FIG. 2.

Some CRY mutants display loss of repression dose-response profiles, while some CRY2 mutants cause increases in CLOCK-BMAL1-mediated transcription. (A) CRY1 dose-response assay. HEK293 cells were transfected with Per2-luciferase reporter, Clock, Bmal1, and 25 or 5 ng of either mutant or wild-type (WT) Cry1-Renilla Luciferase. Each data point is averaged from results of three to six replicates, with the error bars representing the standard errors of the means (SEM). The mutants exhibited three general dose-response profiles: no repression, weak repression, and attenuated repression with a significant dose response (P < 0.01). (B) Schematic of CRY1 mutants' primary structure. The domains are indicated as described in the legend of Fig. 1. Each mutant's profile is color coded (see the key for panel A). (C) Homology model of the CRY1 PHR. This model was generated using the SWISS-MODEL protein homology-modeling server (10; http://swissmodel.expasy.org/workspace/) based on the structure of A. nidulans photolyase (Protein Data Bank code 1OWL) (11) and visualized using Protein Explorer (14).

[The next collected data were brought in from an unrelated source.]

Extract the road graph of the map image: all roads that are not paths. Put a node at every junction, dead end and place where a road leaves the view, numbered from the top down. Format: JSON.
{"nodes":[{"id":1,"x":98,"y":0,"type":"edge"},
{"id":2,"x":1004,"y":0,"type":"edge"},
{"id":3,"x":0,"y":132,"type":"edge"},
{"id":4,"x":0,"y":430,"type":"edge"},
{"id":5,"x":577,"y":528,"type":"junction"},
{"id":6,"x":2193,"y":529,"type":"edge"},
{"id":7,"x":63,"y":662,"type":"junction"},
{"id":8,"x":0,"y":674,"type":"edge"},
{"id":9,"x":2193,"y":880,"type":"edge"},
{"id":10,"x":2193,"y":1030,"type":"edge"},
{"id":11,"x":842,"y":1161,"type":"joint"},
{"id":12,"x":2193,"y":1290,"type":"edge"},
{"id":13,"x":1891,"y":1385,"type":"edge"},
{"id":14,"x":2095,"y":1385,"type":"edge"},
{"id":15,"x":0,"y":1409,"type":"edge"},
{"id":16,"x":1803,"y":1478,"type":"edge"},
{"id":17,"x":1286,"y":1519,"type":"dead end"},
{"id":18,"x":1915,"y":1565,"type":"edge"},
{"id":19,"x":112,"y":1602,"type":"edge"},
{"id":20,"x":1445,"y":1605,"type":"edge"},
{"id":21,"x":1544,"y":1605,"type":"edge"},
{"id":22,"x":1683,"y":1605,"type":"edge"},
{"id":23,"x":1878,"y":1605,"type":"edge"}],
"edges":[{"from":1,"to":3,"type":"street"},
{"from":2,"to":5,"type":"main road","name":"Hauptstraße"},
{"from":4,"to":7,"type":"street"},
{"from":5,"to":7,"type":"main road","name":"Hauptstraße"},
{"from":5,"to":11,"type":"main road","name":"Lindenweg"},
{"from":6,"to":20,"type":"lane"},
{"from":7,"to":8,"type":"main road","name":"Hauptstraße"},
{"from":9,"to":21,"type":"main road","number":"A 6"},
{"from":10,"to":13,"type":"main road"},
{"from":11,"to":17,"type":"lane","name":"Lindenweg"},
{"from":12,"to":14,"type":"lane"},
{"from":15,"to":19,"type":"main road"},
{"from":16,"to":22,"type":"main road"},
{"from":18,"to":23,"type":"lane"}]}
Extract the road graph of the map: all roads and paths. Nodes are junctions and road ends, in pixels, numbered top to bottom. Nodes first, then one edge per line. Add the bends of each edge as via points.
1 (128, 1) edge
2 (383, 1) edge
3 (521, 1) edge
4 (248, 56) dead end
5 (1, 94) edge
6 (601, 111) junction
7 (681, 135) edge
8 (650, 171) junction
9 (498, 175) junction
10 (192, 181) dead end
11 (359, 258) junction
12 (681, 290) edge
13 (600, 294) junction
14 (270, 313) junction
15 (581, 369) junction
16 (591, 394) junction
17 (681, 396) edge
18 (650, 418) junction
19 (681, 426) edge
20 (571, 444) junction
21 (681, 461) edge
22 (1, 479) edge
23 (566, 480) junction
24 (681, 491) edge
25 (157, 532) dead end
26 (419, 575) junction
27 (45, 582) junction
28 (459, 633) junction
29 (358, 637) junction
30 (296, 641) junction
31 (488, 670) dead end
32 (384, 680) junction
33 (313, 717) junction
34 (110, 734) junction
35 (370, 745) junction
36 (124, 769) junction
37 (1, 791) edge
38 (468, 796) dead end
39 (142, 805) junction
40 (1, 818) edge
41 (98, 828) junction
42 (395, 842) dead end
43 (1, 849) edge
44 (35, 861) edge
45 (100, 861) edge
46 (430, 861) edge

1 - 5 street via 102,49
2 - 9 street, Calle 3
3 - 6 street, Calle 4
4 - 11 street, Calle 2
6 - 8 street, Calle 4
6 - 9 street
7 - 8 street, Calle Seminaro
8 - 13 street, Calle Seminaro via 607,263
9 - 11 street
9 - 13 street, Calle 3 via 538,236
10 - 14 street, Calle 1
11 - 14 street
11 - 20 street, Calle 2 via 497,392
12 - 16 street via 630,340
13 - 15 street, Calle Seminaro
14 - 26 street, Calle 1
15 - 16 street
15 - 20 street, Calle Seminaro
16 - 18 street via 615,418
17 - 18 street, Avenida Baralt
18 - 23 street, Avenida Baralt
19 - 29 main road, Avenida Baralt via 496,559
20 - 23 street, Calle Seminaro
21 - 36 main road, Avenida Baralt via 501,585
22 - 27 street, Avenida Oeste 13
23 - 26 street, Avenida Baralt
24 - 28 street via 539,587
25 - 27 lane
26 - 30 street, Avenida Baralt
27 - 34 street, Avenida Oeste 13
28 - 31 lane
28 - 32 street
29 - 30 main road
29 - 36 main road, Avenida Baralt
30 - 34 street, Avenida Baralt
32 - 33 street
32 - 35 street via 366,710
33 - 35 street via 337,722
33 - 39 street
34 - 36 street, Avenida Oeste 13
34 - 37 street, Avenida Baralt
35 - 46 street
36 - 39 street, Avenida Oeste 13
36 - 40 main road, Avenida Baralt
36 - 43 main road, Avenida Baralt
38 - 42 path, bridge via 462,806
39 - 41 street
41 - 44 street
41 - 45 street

The N-terminal-most residue (red) and the coiled-coil domain (green) are shown. The mutations are color coded by repression profile (see the key in panel A). (D) CRY2 dose-response assay. This experiment was performed as described for panel A, except that 150 or 20 ng of either mutant or wild-type Cry2-GFP was used. The mutants exhibited three different dose-response profiles: no repression, no repression at the low dose with activation at a high dose, and no repression at the high dose with activation at a low dose. (E) Schematic of CRY2 protein with mutant profiles indicated. (F) CRY2 3D homology model with mutant repression profiles. This model was generated as described for panel C but using the CRY2 sequence. The mutant residues are color coded as described in panel D.